Tuesday, August 20, 2024

Hamas calls out US 'bridging proposal' for Gaza ceasefire: 'Not what we agreed to'

The US-backed proposal includes new conditions imposed by Israel’s prime minister which are unacceptable to Hamas

News Desk - The Cradle

Hamas leader Osama Hamdan criticized a statement made by US Secretary of State Anthony Blinken, calling on the resistance movement to accept a “bridging proposal” for a Gaza ceasefire being discussed by mediators.

Blinken’s statement “raises many ambiguities” because it is “not what was presented to us nor what we agreed on,” Hamdan told Reuters late on 19 August.

Hamdan added that Hamas has told mediators it does not “need new Gaza ceasefire negotiations; we need to agree on an implementation mechanism.”
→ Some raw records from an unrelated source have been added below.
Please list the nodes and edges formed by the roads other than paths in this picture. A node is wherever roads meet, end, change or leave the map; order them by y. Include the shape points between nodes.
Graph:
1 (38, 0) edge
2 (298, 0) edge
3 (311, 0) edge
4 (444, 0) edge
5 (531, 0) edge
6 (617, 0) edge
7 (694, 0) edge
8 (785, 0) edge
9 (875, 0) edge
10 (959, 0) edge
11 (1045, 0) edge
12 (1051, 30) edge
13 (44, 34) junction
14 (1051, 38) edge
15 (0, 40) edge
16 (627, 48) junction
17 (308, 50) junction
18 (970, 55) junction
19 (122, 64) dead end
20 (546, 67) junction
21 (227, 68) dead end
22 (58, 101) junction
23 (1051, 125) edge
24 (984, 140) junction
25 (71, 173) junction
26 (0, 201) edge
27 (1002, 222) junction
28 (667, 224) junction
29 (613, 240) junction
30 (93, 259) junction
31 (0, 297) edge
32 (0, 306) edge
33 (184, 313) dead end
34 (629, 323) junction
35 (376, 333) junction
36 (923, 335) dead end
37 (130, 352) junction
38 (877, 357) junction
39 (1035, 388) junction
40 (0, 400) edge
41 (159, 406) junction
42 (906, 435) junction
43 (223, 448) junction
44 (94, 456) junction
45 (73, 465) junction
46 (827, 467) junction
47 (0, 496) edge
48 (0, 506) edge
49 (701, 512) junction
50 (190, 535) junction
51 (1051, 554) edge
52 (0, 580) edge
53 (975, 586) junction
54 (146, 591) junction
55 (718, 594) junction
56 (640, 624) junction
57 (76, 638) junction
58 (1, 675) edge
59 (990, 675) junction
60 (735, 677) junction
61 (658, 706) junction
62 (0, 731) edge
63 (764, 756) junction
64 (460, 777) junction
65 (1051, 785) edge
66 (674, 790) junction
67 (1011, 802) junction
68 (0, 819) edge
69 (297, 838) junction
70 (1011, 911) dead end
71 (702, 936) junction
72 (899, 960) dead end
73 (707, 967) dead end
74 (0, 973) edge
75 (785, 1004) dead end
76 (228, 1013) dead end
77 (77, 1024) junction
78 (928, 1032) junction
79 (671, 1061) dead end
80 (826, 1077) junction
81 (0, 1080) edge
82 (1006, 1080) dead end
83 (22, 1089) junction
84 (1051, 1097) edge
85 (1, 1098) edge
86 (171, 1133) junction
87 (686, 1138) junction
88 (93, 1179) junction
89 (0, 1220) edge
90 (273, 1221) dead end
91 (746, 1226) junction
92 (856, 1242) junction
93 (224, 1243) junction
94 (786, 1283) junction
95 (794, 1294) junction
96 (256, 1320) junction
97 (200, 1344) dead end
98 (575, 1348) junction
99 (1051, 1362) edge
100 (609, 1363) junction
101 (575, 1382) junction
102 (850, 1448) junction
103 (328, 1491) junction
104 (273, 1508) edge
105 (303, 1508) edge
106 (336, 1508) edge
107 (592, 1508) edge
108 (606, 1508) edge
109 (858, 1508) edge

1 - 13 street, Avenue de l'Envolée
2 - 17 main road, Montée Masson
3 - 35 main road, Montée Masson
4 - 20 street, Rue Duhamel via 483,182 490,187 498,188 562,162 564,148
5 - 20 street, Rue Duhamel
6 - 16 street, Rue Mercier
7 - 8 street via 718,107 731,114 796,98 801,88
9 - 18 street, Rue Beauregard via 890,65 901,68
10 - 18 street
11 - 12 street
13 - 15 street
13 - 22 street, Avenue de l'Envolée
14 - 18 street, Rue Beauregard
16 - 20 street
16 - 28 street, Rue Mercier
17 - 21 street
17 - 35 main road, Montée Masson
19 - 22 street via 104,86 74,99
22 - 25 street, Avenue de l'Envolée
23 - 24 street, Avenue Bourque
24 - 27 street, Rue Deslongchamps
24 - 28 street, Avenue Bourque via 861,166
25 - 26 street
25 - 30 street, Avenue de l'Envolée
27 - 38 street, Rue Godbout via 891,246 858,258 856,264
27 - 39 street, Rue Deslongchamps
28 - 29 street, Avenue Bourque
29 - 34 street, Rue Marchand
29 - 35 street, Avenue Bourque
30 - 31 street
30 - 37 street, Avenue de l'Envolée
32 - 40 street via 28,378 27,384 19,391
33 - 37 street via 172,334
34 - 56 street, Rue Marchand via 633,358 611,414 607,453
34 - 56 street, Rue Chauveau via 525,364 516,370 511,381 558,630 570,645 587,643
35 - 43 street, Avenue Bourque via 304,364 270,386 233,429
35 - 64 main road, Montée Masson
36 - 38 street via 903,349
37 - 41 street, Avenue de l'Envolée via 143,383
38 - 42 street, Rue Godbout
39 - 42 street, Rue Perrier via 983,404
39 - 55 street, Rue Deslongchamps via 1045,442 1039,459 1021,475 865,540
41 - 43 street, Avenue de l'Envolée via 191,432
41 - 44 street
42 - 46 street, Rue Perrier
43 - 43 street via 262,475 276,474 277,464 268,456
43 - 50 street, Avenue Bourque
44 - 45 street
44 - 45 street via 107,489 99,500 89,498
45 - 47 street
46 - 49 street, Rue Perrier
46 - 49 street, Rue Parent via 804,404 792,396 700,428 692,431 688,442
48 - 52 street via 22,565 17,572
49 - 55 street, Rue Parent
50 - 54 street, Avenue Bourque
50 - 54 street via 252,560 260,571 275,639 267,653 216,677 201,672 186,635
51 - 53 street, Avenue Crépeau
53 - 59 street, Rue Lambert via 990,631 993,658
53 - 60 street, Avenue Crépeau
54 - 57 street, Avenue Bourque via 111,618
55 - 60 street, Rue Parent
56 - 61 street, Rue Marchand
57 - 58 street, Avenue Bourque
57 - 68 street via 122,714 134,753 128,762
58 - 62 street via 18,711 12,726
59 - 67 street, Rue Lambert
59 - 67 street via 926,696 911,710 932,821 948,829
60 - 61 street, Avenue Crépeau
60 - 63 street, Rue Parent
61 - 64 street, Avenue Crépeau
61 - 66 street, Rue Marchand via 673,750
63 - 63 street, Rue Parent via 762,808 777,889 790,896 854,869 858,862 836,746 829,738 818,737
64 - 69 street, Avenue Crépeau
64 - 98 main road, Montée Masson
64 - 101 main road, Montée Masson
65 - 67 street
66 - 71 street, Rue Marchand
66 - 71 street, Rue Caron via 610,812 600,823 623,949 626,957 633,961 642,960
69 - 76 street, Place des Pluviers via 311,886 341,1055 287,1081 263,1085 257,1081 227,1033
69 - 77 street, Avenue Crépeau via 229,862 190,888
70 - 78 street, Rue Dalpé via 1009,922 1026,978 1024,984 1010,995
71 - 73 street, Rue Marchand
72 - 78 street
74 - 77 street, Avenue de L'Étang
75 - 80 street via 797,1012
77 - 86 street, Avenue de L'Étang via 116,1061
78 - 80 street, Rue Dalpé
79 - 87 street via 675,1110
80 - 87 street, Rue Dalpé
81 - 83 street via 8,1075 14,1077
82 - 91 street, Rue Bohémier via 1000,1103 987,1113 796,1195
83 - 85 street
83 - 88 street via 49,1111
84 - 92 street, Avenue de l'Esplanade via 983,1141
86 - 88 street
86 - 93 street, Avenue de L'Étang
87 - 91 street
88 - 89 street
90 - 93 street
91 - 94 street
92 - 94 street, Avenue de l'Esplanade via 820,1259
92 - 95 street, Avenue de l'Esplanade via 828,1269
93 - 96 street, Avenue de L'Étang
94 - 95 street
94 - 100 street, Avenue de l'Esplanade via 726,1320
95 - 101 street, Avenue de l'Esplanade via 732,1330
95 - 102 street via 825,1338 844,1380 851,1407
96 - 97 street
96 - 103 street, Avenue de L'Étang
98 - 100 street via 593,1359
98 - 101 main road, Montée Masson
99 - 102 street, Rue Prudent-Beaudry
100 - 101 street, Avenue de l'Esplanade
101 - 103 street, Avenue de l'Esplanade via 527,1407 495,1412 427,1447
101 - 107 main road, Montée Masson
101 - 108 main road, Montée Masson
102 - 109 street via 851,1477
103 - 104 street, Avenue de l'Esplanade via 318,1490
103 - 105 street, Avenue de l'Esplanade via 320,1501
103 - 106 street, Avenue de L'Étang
“We only agreed to the proposal presented by [US President Joe] Biden, and the US administration failed to convince Netanyahu of it. The Israelis have backed down from issues included in Biden's proposal,” Hamdan said in a separate interview with Al Jazeera on Monday night. Talk about Netanyahu agreeing to an updated proposal means that the US administration failed to convince him of the [initial] agreement. All the American side is doing is just buying time for the genocide to continue. We only want to implement President the Biden proposal that we agreed to. We do not know the exact updated proposal being discussed, but the Israeli delegation that went to Doha presented conditions that violate it,” he added.
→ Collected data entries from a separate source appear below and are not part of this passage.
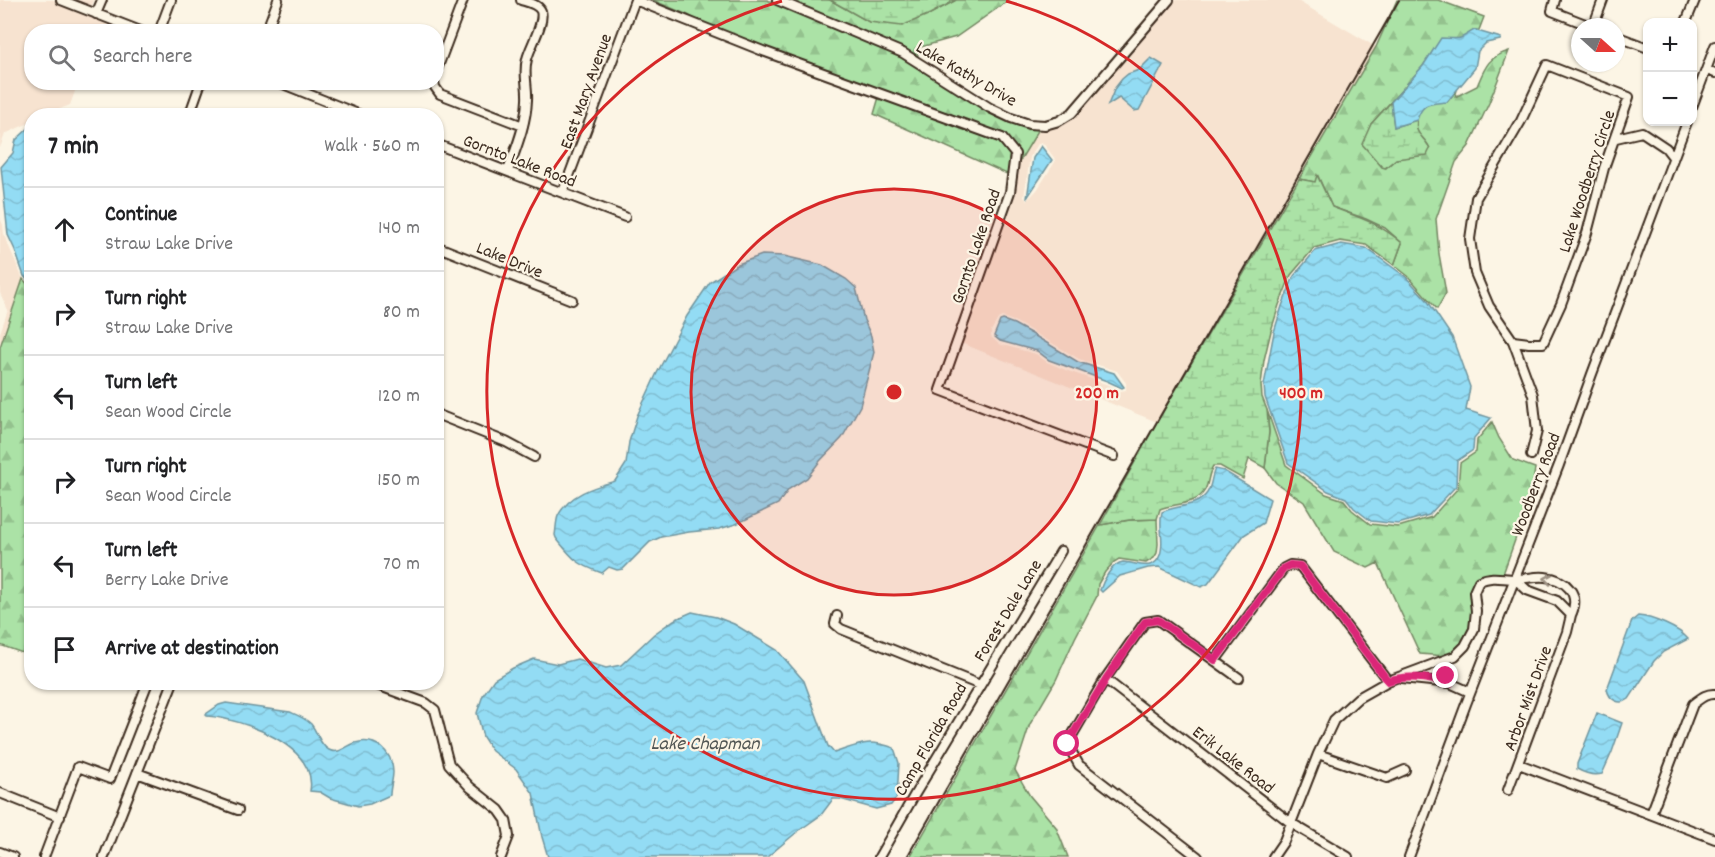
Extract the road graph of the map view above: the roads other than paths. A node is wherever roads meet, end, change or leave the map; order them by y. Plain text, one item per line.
1 (61, 0) edge
2 (102, 0) edge
3 (171, 0) edge
4 (278, 0) edge
5 (463, 0) edge
6 (521, 0) edge
7 (635, 0) edge
8 (777, 0) edge
9 (1169, 0) edge
10 (1555, 0) edge
11 (1603, 0) edge
12 (1695, 0) edge
13 (96, 14) junction
14 (1571, 18) edge
15 (1596, 18) edge
16 (1688, 18) edge
17 (122, 24) edge
18 (162, 24) edge
19 (269, 24) edge
20 (1625, 39) edge
21 (1643, 46) edge
22 (1715, 46) edge
23 (444, 51) edge
24 (1707, 70) junction
25 (1715, 73) edge
26 (198, 90) edge
27 (298, 90) edge
28 (437, 90) edge
29 (1697, 95) edge
30 (192, 108) edge
31 (343, 108) edge
32 (523, 126) junction
33 (1685, 126) edge
34 (1616, 138) junction
35 (444, 147) edge
36 (1673, 158) junction
37 (508, 171) junction
38 (563, 192) junction
39 (625, 217) dead end
40 (444, 249) edge
41 (572, 300) dead end
42 (1513, 341) junction
43 (444, 417) edge
44 (1531, 455) dead end
45 (1114, 456) dead end
46 (534, 457) dead end
47 (1061, 551) dead end
48 (1515, 579) junction
49 (1571, 592) junction
50 (1560, 604) junction
51 (1571, 615) junction
52 (837, 616) dead end
53 (1449, 659) junction
54 (1215, 660) junction
55 (1239, 678) dead end
56 (1398, 678) junction
57 (1106, 679) junction
58 (1388, 681) junction
59 (1450, 683) junction
60 (980, 685) junction
61 (145, 690) edge
62 (170, 690) edge
63 (391, 690) edge
64 (1470, 692) junction
65 (1715, 694) edge
66 (1318, 754) junction
67 (1519, 764) junction
68 (1405, 770) dead end
69 (137, 773) junction
70 (1508, 790) dead end
71 (0, 793) edge
72 (238, 810) dead end
73 (1651, 814) junction
74 (60, 817) junction
75 (1291, 823) junction
76 (1715, 839) edge
77 (0, 852) edge
78 (13, 857) edge
79 (45, 857) edge
80 (104, 857) edge
81 (501, 857) edge
82 (879, 857) edge
83 (1198, 857) edge
84 (1273, 857) edge
85 (1348, 857) edge
86 (1409, 857) edge

1 - 13 street
2 - 13 street
3 - 18 street
4 - 19 street
5 - 23 street
6 - 32 street
7 - 38 street, East Mary Avenue
7 - 45 street, Gornto Lake Road
8 - 9 street, Lake Kathy Drive
10 - 14 street
11 - 15 street
12 - 16 street
13 - 17 street
20 - 21 street
22 - 24 street
24 - 25 street
24 - 29 street
26 - 30 street
27 - 31 street
28 - 32 street
32 - 37 street
33 - 36 street, Woodberry Road
34 - 36 street
34 - 42 street, Lake Woodberry Circle
34 - 42 street, Lake Woodberry Circle
35 - 37 street, Gornto Lake Road
36 - 48 street, Woodberry Road
37 - 38 street, Gornto Lake Road
38 - 39 street, Gornto Lake Road
40 - 41 street, Lake Drive
42 - 44 street, Lake Woodberry Circle
43 - 46 street
47 - 60 street, Forest Dale Lane
49 -> 48 street
48 - 50 street
48 - 53 street
48 - 64 street, Woodberry Road
49 - 50 street
49 - 51 street, Arbor Mist Drive
50 - 51 street
51 - 67 street, Arbor Mist Drive
52 - 60 street, Camp Florida Road
53 - 56 street
53 - 59 street
54 - 55 street
54 - 57 street
54 - 58 street
56 - 58 street
56 - 59 street
57 - 75 street, Erik Lake Road
57 - 83 street
58 - 66 street
59 - 64 street
60 - 82 street, Camp Florida Road
61 - 74 street
62 - 69 street
63 - 81 street
64 - 86 street, Woodberry Road
65 - 73 street
66 - 68 street
66 - 75 street
67 - 70 street, Arbor Mist Drive
67 - 73 street
69 - 72 street
69 - 80 street
71 - 74 street
73 - 76 street
74 - 79 street
75 - 84 street
75 - 85 street, Erik Lake Road
77 - 78 street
US President Joe Biden accused Hamas on Tuesday of “backing away” from a ceasefire deal. 

Hamas responded in an official statement saying Biden and Blinken’s remarks resulted in “great astonishment and disapproval,” calling them “misleading” and a “renewed US greenlight for [Israel] to commit more crimes.” 

The Popular Front for the Liberation of Palestine (PFLP) also said in a statement on Tuesday that Blinken “gave the Israeli occupation government a new mandate to complete the aggression and genocidal war against the Gaza Strip.”

At a press conference in Tel Aviv on Monday, Blinken said he had a “very constructive meeting” with Israeli Prime Minister Benjamin Netanyahu. 

The prime minister “confirmed to me that Israel accepts the bridging proposal [reached by mediators in the Qatar talks last week] to try to bridge the gaps that remain between the parties.”

“He supports it. It’s now incumbent on Hamas to do the same. The next important step is for Hamas to say yes, and then, in the coming days, for all of the expert negotiators to work on clear understandings on implementing the agreement,” Blinken added. 

Mossad chief David Barnea, Shin Bet chief Ronen Bar, and General Nitzan Alon – members of Israel’s negotiating team – told Netanyahu that reaching a deal is not possible under his current positions, according to Israeli officials cited by Axios on 19 August. 

Biden unveiled a permanent ceasefire plan in late May, claiming Israel had also agreed to the proposal. Yet Netanyahu called the proposal “incomplete” and remained insistent on having a right to continue the war and pursue Hamas after the captives’ exchange.

US and Qatari mediators eventually updated the Biden plan and presented it to Hamas in early July. The resistance movement proposed amendments to the revised plan on 3 July, which Israeli sources said were positive and could enable a deal to pass.

However, the premier’s position on pursuing the war’s goals, despite talks for a permanent ceasefire, obstructed the negotiations and prevented an agreement from being reached.

The proposal being discussed now is a further updated version of the July plan, which includes new conditions imposed by Netanyahu, including a screening mechanism for displaced Gazans who would return to the northern strip as part of an agreement, according to a Hamas source who spoke with Al-Sharq newspaper on 18 August. 

According to the source, the new US-backed proposal also includes deporting a large number of Palestinian prisoners and “reducing” the number of Israeli troops on the Gaza–Egypt border’s Philadelphi Corridor and Rafah crossing – from which Hamas had demanded a withdrawal. 

It also does not guarantee a permanent ceasefire. The US proposal states that “a permanent ceasefire will be discussed in the second phase within a specific limit, and if Hamas does not agree to the Israeli demands, the army will return to the war and carry out its military operations,” according to the source.

Hamas, which did not attend last week’s talks, officially rejected the terms reached by mediators in Doha. 

Talks are scheduled to resume in Cairo on Wednesday.